**Entries supplied:**
- Opening Delimiter -

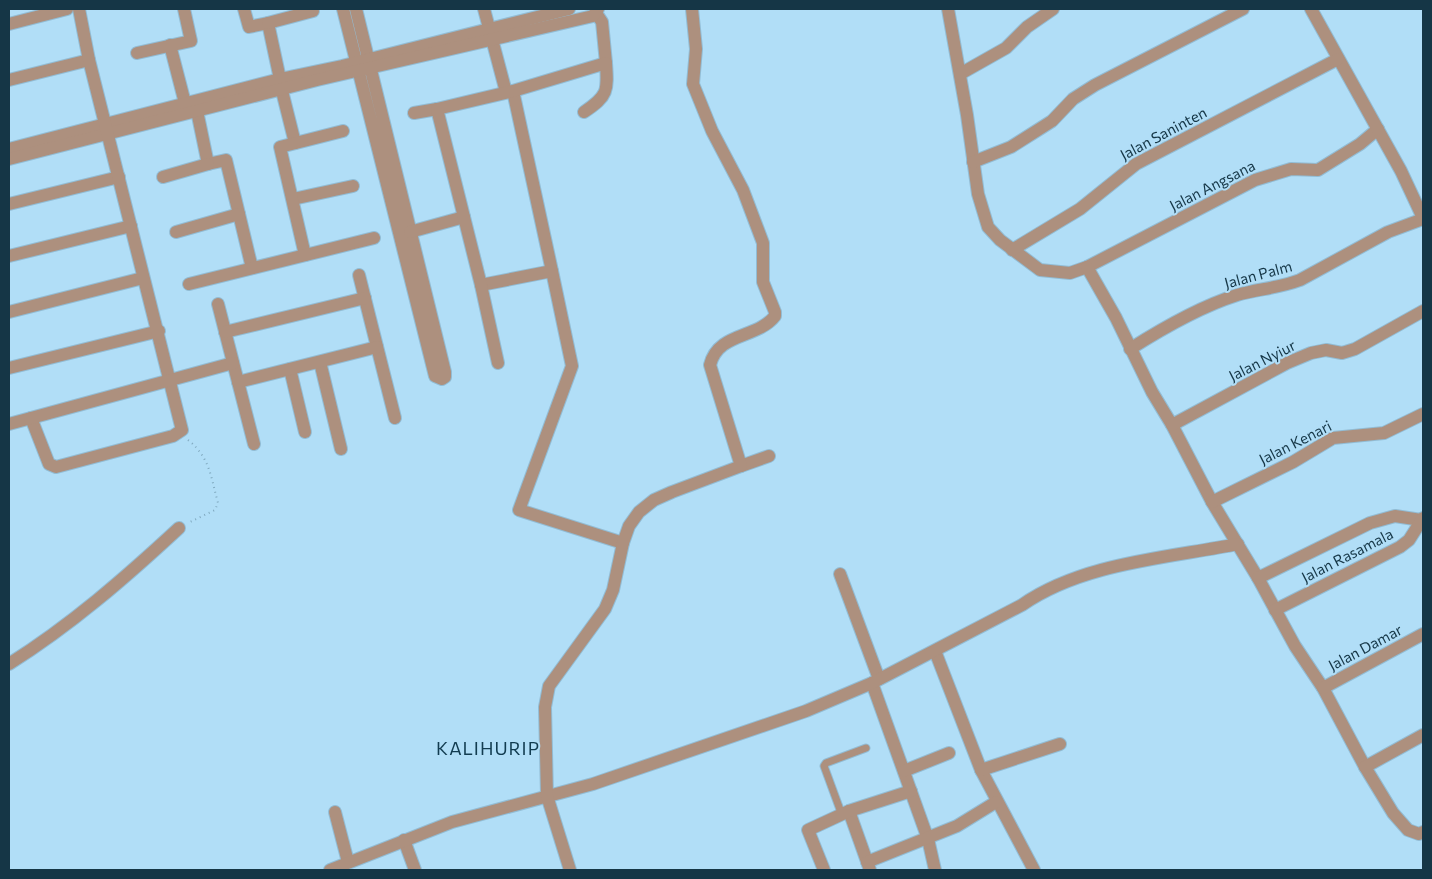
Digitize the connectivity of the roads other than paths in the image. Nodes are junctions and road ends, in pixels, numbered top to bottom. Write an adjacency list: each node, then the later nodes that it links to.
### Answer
1 (67, 9): 17 (street)
2 (79, 9): 22 (street)
3 (184, 9): 19 (street)
4 (244, 9): 16 (street)
5 (342, 9): 24 (street)
6 (356, 9): 24 (street)
7 (484, 9): 18 (street)
8 (568, 9): 18 (street)
9 (692, 9): 89 (street)
10 (948, 9): 25 (street, Jalan Angsana)
11 (1054, 9): 25 (street)
12 (1243, 9): 41 (street)
13 (1311, 9): 21 (street)
14 (313, 11): 16 (street)
15 (597, 11): 18 (street); 23 (street)
16 (268, 23): 27 (street)
17 (9, 24)
18 (490, 34): 24 (street); 28 (street)
19 (170, 45): 20 (street); 29 (street)
20 (137, 53)
21 (1338, 59): 35 (street); 55 (street, Jalan Saninten)
22 (90, 60): 26 (street); 34 (street)
23 (606, 63): 28 (street); 32 (street)
24 (363, 66): 27 (street); 39 (street)
25 (960, 74): 41 (street, Jalan Angsana)
26 (9, 80)
27 (281, 85): 29 (street); 31 (street); 37 (street)
28 (510, 91): 30 (street); 60 (street)
29 (184, 104): 34 (street)
30 (437, 109): 33 (street); 49 (street)
31 (197, 111): 34 (street); 42 (street)
32 (584, 112)
33 (414, 113)
34 (107, 129): 38 (street); 40 (street); 43 (street)
35 (1378, 129): 50 (street); 58 (street, Jalan Angsana)
36 (343, 131): 37 (street)
37 (295, 143): 46 (street)
38 (9, 149)
39 (387, 157): 53 (street); 53 (street)
40 (9, 159)
41 (973, 162): 55 (street, Jalan Angsana)
42 (208, 164): 44 (street); 48 (street)
43 (119, 177): 47 (street); 51 (street)
44 (163, 177)
45 (354, 186): 46 (street)
46 (292, 199): 56 (street)
47 (9, 204)
48 (239, 214): 52 (street); 59 (street)
49 (464, 217): 53 (street); 64 (street)
50 (1423, 218): 72 (street, Jalan Palm)
51 (131, 226): 57 (street); 62 (street)
52 (176, 232)
53 (410, 232)
54 (374, 238): 56 (street)
55 (1012, 250): 58 (street, Jalan Angsana)
56 (306, 255): 59 (street)
57 (9, 256)
58 (1087, 267): 72 (street)
59 (252, 268): 63 (street)
60 (552, 271): 64 (street); 93 (street)
61 (359, 275): 65 (street)
62 (143, 278): 68 (street); 69 (street)
63 (189, 284)
64 (481, 285): 75 (street)
65 (365, 298): 70 (street); 71 (street)
66 (218, 304): 70 (street)
67 (1423, 311): 84 (street, Jalan Nyiur)
68 (9, 312)
69 (158, 331): 76 (street); 78 (street)
70 (225, 332): 74 (street)
71 (378, 347): 73 (street); 82 (street)
72 (1130, 349): 84 (street)
73 (320, 362): 77 (street); 87 (street)
74 (233, 363): 78 (street); 79 (street)
75 (498, 363)
76 (9, 368)
77 (290, 369): 79 (street); 85 (street)
78 (170, 381): 81 (street); 81 (street)
79 (238, 382): 86 (street)
80 (1423, 414): 90 (street, Jalan Kenari)
81 (31, 418): 83 (street)
82 (396, 418)
83 (9, 424)
84 (1172, 425): 90 (street)
85 (305, 432)
86 (254, 444)
87 (341, 449)
88 (768, 456): 89 (street)
89 (742, 466): 93 (street)
90 (1212, 502): 94 (street)
91 (1422, 519): 96 (street); 97 (street, Jalan Rasamala)
92 (179, 528): 100 (street)
93 (623, 543): 111 (street)
94 (1238, 544): 96 (street); 99 (street)
95 (840, 574): 101 (street)
96 (1258, 578): 97 (street)
97 (1275, 610): 102 (street)
98 (1423, 634): 102 (street, Jalan Damar)
99 (934, 651): 101 (street); 108 (street)
100 (9, 664)
101 (876, 681): 109 (street); 111 (street)
102 (1323, 688): 107 (street)
103 (1423, 735): 107 (street)
104 (1060, 744): 108 (street)
105 (866, 748): 114 (lane)
106 (948, 753): 109 (street)
107 (1366, 767): 115 (street)
108 (980, 770): 112 (street)
109 (904, 771): 110 (street)
110 (911, 791): 114 (street); 116 (street)
111 (547, 796): 117 (street); 122 (street)
112 (996, 802): 116 (street); 125 (street)
113 (336, 812): 118 (street)
114 (846, 813): 119 (street); 123 (street)
115 (1421, 833)
116 (928, 838): 119 (street); 124 (street)
117 (404, 840): 118 (street); 121 (street)
118 (348, 862): 120 (street)
119 (868, 866)
120 (330, 870)
121 (415, 870)
122 (570, 870)
123 (824, 870)
124 (935, 870)
125 (1034, 870)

- Closing Delimiter -

**Task to complete:** Give back every line of the listing where the word "Angsana" shows up.

**Response:**
10 (948, 9): 25 (street, Jalan Angsana)
25 (960, 74): 41 (street, Jalan Angsana)
35 (1378, 129): 50 (street); 58 (street, Jalan Angsana)
41 (973, 162): 55 (street, Jalan Angsana)
55 (1012, 250): 58 (street, Jalan Angsana)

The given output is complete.